Feyzullah Efendi, daha önce görüşüp feyz aldığı hocası Hüseyin Vâiz hazretleri vefât edince, başka bir rehber arıyordu. Şöyle anlatır: "Mürşidimin vefâtıyla muhtaç olduğum bir rehber buluncaya kadar dünyânın her tarafını dolaşmak en büyük arzumdu. Bu şekilde başıboş kalışım beni kahrediyordu ve yerimde duramıyordum. Ancak (işler vakitlerine bırakılır, zaman gelince olur) buyrulduğu gibi bir müddet sabırla bekledim. Bu hal üzere bir ay geçti. (Daha sonra verilen bir vazîfede dokuz ay daha çalıştım.) Hakîkî maksadıma kavuşuncaya kadar gezip dolaşacaktım. İskenderiye'den Anadolu'ya giden bir gemiye binip yola çıktım. Yolda bir İngiliz korsan gemisi bizi esir aldı. Birkaç gün sonra da serbest bıraktı. Bundan sonra denizde fırtına çıktı. Alaiye iskelesine güçlükle geldik ve on beş gün kaldık. Bu sırada o memleketin insanlarından bâzılarıyla görüşüp konuştuk. Bu konuşmalarımız sırasında Konya'da büyük bir âlim ve meşhûr bir velî olan Muhammed Kudsî Efendiden bahsettiler. Onun büyüklüğünü ve üstünlüğünü anlattılar. O zâta karşı kalbimde bir muhabbet ve meyl hâsıl oldu. Derhal âilemin bulunduğu yere gidip onlara; "Ben aradığımı buldum! Hazırlanın yarın Konya'ya gideceğiz." dedim. Onlar hazırlıklarını yaptılar ve ertesi gün yola çıktık. Meğer Muhammed Kudsî hazretleri Konya'da değil, Bozkır'ın Hoca köyünde imiş. Yola çıkışımızın dördüncü yâni Cumâ günü o köye ulaştık. Köye yaklaşınca, köyün yakınında akan bir çaydan geçerken ayakkabımın teki suya düştü. Bulmak mümkün olmadı. Atımdan indim, üzerimde kıymetli elbise, bir ayağımda ayakkabı ve bir ayağımda da mest olduğu halde yürüyordum. Arkamdan da hanımım, çocuklarım ve hizmetçilerim geliyordu. Eşyâlarımızla yüklü bir halde pazar yerinden geçerken bize bakıp birbirlerine; "Acaba nereye gidiyorlar?" diyorlardı. Hava soğuk ve kar yağmıştı. Önce bir evde misâfir olduk. Sonra hemen bir ev kirâlayıp yerleştik.

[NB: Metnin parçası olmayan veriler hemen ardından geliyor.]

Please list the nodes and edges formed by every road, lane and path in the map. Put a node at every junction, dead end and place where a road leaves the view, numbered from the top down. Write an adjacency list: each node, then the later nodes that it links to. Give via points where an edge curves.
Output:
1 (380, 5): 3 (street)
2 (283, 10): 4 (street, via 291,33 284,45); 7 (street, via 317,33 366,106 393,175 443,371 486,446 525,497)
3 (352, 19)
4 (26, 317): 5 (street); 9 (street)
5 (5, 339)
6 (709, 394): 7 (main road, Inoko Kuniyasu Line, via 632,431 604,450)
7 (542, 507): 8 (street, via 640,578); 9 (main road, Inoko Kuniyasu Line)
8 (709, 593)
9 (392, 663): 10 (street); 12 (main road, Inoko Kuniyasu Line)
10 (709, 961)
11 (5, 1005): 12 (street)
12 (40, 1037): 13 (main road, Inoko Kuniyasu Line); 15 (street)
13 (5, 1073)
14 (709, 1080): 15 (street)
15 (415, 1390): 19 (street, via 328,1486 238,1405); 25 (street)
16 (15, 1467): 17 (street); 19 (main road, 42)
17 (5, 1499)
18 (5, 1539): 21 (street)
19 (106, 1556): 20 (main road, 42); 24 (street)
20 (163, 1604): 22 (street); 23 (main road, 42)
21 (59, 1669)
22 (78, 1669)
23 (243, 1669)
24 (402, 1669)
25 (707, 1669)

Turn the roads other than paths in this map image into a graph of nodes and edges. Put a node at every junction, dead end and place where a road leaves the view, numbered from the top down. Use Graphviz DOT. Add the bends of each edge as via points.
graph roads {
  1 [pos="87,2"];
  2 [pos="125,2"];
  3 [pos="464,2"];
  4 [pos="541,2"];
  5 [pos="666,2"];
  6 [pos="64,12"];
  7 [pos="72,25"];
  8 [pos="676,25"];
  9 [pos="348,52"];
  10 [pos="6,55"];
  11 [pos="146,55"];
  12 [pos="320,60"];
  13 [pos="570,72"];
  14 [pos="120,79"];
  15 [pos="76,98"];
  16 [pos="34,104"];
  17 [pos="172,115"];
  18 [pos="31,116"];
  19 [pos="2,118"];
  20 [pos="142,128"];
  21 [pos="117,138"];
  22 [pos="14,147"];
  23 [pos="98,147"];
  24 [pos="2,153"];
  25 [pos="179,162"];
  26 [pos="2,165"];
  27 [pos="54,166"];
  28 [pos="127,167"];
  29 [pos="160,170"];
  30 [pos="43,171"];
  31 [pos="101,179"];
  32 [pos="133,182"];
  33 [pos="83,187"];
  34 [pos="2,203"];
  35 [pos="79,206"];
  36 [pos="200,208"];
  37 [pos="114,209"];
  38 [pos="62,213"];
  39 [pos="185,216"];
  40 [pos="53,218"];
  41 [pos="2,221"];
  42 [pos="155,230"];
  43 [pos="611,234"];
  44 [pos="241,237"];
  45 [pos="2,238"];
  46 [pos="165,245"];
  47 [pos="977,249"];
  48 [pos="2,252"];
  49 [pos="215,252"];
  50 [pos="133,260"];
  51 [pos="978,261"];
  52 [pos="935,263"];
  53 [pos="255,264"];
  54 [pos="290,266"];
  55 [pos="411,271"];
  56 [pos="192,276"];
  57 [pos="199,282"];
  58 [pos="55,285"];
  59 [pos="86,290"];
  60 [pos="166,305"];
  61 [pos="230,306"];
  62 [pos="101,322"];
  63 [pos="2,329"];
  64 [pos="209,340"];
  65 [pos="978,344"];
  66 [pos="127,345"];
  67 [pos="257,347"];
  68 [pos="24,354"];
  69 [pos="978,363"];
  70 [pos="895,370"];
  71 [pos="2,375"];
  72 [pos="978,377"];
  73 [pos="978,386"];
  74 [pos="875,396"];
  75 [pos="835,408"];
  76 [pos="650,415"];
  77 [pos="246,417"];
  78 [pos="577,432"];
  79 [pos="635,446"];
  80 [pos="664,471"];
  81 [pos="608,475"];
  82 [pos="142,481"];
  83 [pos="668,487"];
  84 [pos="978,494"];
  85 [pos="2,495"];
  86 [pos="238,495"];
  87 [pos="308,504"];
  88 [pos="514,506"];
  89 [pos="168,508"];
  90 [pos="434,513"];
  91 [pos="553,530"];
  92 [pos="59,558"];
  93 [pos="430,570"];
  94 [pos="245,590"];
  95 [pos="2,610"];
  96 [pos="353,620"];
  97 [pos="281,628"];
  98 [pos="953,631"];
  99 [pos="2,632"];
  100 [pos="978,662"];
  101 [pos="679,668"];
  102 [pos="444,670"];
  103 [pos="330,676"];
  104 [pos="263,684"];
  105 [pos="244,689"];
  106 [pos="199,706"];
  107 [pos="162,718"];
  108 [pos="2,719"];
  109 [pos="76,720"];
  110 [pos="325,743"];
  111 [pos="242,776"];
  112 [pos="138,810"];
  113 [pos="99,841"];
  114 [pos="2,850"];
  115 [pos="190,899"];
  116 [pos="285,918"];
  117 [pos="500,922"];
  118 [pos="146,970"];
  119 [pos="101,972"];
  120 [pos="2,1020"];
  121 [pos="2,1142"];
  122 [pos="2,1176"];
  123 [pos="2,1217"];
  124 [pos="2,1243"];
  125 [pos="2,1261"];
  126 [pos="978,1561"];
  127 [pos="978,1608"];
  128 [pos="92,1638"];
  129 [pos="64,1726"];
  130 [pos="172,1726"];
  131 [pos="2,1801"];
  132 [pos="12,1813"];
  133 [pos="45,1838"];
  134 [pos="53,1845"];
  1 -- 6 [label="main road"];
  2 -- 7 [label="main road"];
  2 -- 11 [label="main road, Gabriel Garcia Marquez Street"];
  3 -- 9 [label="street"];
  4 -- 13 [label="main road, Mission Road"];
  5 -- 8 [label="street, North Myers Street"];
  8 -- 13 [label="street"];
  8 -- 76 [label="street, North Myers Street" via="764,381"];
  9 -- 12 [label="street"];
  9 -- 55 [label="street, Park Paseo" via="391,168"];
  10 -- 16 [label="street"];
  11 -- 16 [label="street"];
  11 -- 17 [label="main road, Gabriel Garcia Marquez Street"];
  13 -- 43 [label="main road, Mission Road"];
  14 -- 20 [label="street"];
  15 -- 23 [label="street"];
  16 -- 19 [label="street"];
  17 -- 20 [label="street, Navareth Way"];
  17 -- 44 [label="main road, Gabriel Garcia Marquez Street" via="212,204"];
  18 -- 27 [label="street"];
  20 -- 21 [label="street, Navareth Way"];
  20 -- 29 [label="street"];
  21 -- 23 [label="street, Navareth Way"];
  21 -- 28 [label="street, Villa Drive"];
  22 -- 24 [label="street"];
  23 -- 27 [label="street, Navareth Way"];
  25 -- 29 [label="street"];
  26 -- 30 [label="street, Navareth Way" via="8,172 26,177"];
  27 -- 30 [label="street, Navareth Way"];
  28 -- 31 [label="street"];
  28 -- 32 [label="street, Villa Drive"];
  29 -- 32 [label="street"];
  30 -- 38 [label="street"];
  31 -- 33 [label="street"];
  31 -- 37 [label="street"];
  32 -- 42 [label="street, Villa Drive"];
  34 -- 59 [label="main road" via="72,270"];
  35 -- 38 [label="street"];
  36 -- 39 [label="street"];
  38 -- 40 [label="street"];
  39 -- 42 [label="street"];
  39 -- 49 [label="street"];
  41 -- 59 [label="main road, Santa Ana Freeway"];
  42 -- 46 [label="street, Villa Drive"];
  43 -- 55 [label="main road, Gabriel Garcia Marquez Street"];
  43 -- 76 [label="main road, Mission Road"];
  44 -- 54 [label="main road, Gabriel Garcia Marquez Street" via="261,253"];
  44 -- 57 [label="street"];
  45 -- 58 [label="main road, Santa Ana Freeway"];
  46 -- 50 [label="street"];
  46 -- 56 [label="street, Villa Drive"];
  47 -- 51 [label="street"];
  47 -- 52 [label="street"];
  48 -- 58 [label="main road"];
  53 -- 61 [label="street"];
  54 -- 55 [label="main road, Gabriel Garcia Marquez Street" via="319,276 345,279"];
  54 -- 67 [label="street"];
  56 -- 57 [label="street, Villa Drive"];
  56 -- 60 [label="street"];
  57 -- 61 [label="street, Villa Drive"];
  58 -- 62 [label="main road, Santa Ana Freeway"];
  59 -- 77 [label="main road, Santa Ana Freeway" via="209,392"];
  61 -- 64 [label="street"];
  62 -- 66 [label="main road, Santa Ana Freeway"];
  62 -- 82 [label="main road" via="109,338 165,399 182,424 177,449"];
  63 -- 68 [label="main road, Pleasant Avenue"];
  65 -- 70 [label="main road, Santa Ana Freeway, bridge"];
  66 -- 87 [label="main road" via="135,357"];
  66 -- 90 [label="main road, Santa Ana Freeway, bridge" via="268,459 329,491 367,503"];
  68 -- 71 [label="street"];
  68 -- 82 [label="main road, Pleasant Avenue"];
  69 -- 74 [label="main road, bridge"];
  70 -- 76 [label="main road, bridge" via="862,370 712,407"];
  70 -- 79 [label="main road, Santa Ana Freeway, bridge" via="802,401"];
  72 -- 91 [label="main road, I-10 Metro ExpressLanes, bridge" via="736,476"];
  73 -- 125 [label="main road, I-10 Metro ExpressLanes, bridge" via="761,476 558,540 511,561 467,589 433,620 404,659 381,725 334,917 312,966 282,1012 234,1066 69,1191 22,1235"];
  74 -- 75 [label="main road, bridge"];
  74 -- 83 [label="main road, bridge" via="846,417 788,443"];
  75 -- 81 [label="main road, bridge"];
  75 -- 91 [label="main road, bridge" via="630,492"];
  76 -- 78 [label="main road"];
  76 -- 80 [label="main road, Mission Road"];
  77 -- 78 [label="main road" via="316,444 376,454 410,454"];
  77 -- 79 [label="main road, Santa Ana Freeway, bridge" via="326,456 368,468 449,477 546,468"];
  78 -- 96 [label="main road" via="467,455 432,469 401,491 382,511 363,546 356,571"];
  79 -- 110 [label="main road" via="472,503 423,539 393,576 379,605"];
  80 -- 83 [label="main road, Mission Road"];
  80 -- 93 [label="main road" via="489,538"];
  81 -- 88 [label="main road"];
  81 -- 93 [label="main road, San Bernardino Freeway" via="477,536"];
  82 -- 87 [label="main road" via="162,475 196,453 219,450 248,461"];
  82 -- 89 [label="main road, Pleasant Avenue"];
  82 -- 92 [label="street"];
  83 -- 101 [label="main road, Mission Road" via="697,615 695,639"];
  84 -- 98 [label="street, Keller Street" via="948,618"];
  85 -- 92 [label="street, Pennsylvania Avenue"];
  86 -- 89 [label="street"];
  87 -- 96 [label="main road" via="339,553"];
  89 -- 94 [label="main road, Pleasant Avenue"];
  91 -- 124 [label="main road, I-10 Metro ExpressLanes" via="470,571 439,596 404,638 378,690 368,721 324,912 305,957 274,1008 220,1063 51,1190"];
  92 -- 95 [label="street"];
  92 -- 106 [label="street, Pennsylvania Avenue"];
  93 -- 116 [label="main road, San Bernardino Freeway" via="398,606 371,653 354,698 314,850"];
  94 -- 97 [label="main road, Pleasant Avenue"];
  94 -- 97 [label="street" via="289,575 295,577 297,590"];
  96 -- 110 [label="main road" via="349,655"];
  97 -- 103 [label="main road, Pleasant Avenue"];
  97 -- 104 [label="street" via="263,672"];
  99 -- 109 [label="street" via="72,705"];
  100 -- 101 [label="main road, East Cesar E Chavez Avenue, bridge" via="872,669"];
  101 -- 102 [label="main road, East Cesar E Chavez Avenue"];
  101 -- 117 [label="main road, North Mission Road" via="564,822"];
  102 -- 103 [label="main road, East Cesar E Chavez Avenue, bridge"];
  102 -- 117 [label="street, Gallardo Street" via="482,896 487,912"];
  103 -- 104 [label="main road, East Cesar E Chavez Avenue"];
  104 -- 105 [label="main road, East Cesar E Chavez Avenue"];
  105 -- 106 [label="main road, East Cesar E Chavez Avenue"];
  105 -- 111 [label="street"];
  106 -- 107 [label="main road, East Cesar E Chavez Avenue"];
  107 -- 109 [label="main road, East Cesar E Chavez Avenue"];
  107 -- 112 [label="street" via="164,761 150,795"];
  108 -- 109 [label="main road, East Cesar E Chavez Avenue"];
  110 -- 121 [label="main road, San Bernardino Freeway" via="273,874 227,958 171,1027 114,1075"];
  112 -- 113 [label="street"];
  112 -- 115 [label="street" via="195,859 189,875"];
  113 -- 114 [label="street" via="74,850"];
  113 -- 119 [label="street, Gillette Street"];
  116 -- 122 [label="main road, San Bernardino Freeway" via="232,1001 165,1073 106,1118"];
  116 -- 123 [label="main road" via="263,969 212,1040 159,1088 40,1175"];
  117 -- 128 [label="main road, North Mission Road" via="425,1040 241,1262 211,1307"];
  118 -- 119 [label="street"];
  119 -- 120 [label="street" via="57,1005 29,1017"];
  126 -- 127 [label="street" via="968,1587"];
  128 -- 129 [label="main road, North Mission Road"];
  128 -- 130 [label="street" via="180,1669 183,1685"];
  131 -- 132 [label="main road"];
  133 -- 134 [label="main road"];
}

Hemen o gün Muhammed Kudsî hazretlerinin huzûruna gittim. Mübârek yüzünü görünce, ben de tam bir aşk ve muhabbet hâsıl oldu. İçimden bu büyük zât beni talebeliğe kabûl etse diye geçerken, bana; "Soyun da gel!" buyurdu. Dünyâlık nâmına neyim varsa her şeyimi bırakmamı işâret ettiğini farkettim. Hemen kirâladığım eve gidip bütün âile efrâdımı yanıma çağırdım. Bütün altın kıymetli mücevherât ve silah sandıklarını açıp bunları taksim edip dağıttım. Sonra da hizmetçilerimin tamâmını serbest bıraktım. Onlara; "Ey evladlarım! Küçüklüğümden beri cân u gönülden aradığım mürşid-i kâmili ve mürebbi-i mükemmili Allahü teâlâya hamdolsun ki bugün buldum. Yıkayıcının elindeki ölü gibi ona teslim ve tâbi oldum. "Bana soyun da gel!" buyurdu. Artık benim dünyâ ile işim kalmadı. Siz beni öldü kabûl ediniz! İşte sizi Allah için serbest ve hür bırakıyorum. Serbestsiniz." dedim. Sonra oğullarım Tâhir ve Sâdık'a ve hanımıma dönerek; "İşte yaptığımız muâmeleyi gördünüz ve anladınız. İsterseniz sizi buradan Vidin'e göndereyim. Orada oturunuz. Nasîbimizde var ise bir gün yine kavuşuruz. Eğer burada kalmayı isterseniz sabır ve tahammül göstermeniz îcâb eder. Hocam ne zaman izin verirse o zaman gelip sizinle görüşürüm." dedim. Hanımım ve oğullarım tam bir teslîmiyetle; "Saçının bir teline bin can ve baş fedâ olsun." diyerek orada kalmayı istediler. Feyzullah Efendi onların bu samîmi teslîmiyeti üzerine onları kirâladığı evde bırakıp Muhammed Kudsî hazretlerinin huzûruna gitti. Hocası onu hemen halvete soktu. Kırk gün bir yerde yalnız ibâdet ve tâatla meşgûl oldu. Daha bu vazîfeye başladığı sıralarda idi. Bir gün bir âh çektiğinde yanında bulunan arkadaşlarının süratle yanından kaçıştıklarını görüp niçin kaçtıklarını sordu. Onlar: "Sen âh çektiğin zaman ağzından ateş çıkıyordu. Biz bu ateşten korkup kaçtık." dediler.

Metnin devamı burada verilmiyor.